> **EXERCISE MATERIALS**
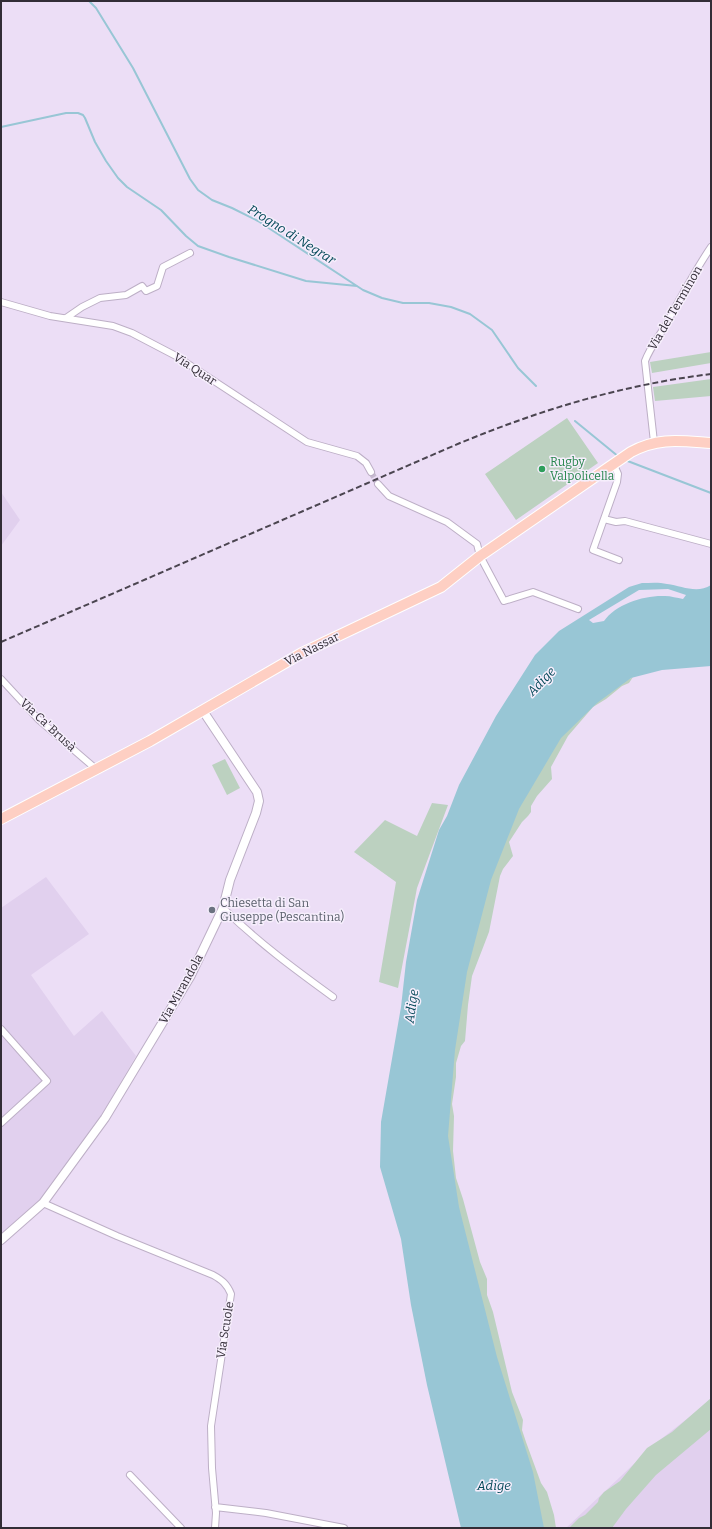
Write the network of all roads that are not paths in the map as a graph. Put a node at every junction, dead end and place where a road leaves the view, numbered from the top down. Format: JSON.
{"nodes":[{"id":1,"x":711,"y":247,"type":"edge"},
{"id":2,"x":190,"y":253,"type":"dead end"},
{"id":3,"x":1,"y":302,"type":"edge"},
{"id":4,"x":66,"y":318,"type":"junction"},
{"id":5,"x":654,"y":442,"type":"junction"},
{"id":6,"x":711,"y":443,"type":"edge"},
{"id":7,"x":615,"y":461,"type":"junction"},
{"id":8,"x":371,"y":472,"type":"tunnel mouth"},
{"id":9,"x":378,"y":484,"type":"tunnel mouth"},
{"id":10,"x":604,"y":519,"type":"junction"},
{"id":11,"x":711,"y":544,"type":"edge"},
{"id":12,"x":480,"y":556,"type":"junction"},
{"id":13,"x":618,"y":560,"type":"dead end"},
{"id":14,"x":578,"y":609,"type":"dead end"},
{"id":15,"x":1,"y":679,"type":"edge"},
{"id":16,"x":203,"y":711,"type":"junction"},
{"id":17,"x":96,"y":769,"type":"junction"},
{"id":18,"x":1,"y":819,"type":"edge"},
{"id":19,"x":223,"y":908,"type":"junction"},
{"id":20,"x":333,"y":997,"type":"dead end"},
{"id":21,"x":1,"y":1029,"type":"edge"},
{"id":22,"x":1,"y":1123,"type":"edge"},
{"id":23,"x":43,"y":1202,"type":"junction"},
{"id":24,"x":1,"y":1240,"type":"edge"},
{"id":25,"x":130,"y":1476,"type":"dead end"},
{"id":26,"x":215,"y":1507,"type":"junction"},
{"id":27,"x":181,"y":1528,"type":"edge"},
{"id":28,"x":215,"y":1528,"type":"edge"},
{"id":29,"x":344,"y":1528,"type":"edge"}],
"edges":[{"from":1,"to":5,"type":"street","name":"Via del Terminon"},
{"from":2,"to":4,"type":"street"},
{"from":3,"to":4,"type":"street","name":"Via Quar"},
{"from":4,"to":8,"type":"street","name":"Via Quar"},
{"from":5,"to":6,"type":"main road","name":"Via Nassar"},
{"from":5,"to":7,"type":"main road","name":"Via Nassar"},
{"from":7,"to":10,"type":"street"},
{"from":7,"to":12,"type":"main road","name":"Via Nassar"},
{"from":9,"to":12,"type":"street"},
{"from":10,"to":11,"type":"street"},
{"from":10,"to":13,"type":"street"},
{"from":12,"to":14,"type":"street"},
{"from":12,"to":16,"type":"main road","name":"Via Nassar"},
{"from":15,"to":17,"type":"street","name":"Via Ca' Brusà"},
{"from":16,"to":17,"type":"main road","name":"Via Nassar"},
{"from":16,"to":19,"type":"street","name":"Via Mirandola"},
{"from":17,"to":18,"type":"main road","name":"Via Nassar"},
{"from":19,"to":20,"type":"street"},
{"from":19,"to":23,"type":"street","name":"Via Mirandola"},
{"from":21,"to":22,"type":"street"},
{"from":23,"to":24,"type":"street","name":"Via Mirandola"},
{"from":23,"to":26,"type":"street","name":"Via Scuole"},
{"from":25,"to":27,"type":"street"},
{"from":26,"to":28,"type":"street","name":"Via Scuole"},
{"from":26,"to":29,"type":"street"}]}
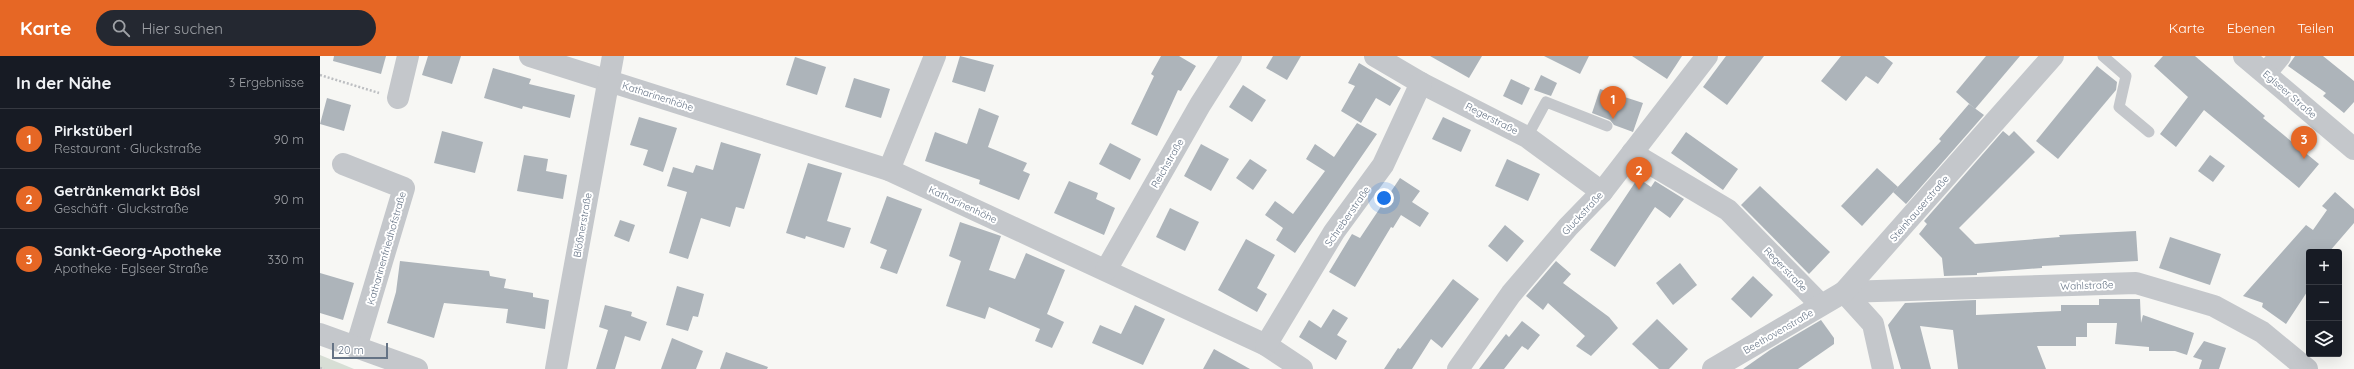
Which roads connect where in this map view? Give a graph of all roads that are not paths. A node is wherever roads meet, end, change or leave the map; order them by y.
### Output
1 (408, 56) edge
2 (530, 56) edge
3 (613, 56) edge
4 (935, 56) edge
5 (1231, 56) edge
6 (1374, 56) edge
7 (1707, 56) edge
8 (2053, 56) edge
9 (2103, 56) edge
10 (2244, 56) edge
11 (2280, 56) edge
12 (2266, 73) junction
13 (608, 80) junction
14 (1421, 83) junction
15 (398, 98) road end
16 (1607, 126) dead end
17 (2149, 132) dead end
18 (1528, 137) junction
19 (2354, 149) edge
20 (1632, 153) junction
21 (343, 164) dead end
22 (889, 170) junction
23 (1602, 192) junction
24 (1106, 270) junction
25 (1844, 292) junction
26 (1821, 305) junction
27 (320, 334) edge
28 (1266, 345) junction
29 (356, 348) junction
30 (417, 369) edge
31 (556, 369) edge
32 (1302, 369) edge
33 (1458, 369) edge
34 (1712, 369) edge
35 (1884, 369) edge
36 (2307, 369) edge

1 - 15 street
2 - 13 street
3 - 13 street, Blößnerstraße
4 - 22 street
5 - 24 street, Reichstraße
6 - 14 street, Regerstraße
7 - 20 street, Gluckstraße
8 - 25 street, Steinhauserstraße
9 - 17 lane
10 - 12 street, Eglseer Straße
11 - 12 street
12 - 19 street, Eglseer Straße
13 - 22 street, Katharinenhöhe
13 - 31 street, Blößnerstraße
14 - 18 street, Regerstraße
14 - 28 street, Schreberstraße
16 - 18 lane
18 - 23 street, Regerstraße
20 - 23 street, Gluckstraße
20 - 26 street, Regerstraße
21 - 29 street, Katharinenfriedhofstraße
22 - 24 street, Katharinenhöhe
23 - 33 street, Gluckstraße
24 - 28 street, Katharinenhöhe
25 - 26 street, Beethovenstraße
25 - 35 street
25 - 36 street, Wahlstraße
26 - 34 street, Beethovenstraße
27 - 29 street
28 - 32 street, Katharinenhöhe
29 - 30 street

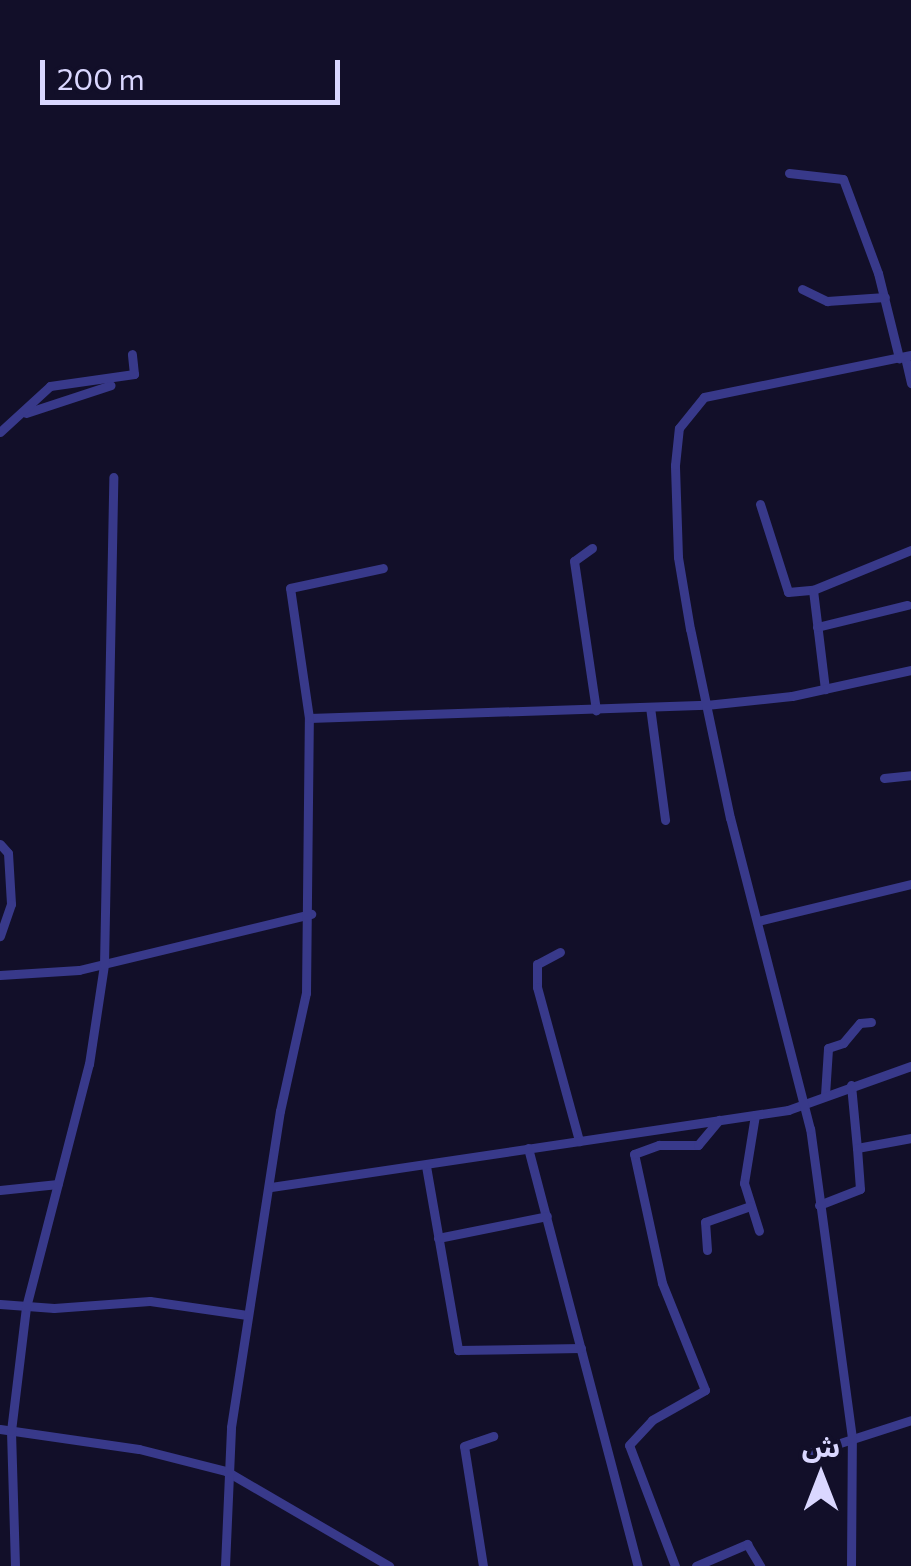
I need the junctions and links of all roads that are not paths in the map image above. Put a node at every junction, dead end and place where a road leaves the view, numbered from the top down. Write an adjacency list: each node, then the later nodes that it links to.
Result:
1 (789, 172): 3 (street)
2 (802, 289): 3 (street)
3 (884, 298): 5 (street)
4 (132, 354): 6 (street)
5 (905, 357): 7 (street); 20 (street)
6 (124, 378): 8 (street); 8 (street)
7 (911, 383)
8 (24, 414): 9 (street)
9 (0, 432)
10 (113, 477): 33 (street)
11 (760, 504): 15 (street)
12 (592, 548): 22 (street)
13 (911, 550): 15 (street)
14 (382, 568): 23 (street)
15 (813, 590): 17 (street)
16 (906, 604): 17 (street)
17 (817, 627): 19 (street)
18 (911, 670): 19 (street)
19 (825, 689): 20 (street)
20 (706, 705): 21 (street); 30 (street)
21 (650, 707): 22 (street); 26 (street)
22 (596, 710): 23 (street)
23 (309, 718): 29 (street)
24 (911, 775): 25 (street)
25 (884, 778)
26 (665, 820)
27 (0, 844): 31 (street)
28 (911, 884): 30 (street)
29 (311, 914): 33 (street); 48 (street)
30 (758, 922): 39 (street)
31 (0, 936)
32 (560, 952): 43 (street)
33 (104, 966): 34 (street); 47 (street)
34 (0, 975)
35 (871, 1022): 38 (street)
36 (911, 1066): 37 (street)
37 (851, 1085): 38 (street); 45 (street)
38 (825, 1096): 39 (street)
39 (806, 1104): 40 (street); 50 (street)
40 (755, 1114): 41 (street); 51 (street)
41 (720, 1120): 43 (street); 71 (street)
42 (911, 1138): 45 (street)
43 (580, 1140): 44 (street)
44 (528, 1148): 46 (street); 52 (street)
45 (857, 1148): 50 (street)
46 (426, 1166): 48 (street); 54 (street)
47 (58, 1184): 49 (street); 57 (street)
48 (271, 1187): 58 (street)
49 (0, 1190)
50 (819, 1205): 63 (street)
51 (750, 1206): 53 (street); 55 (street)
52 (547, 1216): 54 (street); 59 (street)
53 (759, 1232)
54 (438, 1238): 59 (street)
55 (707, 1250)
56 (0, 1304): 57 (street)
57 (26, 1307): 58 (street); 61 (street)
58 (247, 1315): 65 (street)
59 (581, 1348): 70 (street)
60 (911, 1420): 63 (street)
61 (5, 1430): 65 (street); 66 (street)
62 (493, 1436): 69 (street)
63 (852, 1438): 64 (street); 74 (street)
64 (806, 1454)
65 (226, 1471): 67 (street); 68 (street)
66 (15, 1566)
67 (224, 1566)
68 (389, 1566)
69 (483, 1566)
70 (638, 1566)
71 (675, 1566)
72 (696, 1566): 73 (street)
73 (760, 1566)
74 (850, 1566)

> **TASK BRIEF**
Find the word "Mirandola" in the records. Copy every line it appears in.

> **ANSWER SPACE**
{"from":16,"to":19,"type":"street","name":"Via Mirandola"},
{"from":19,"to":23,"type":"street","name":"Via Mirandola"},
{"from":23,"to":24,"type":"street","name":"Via Mirandola"},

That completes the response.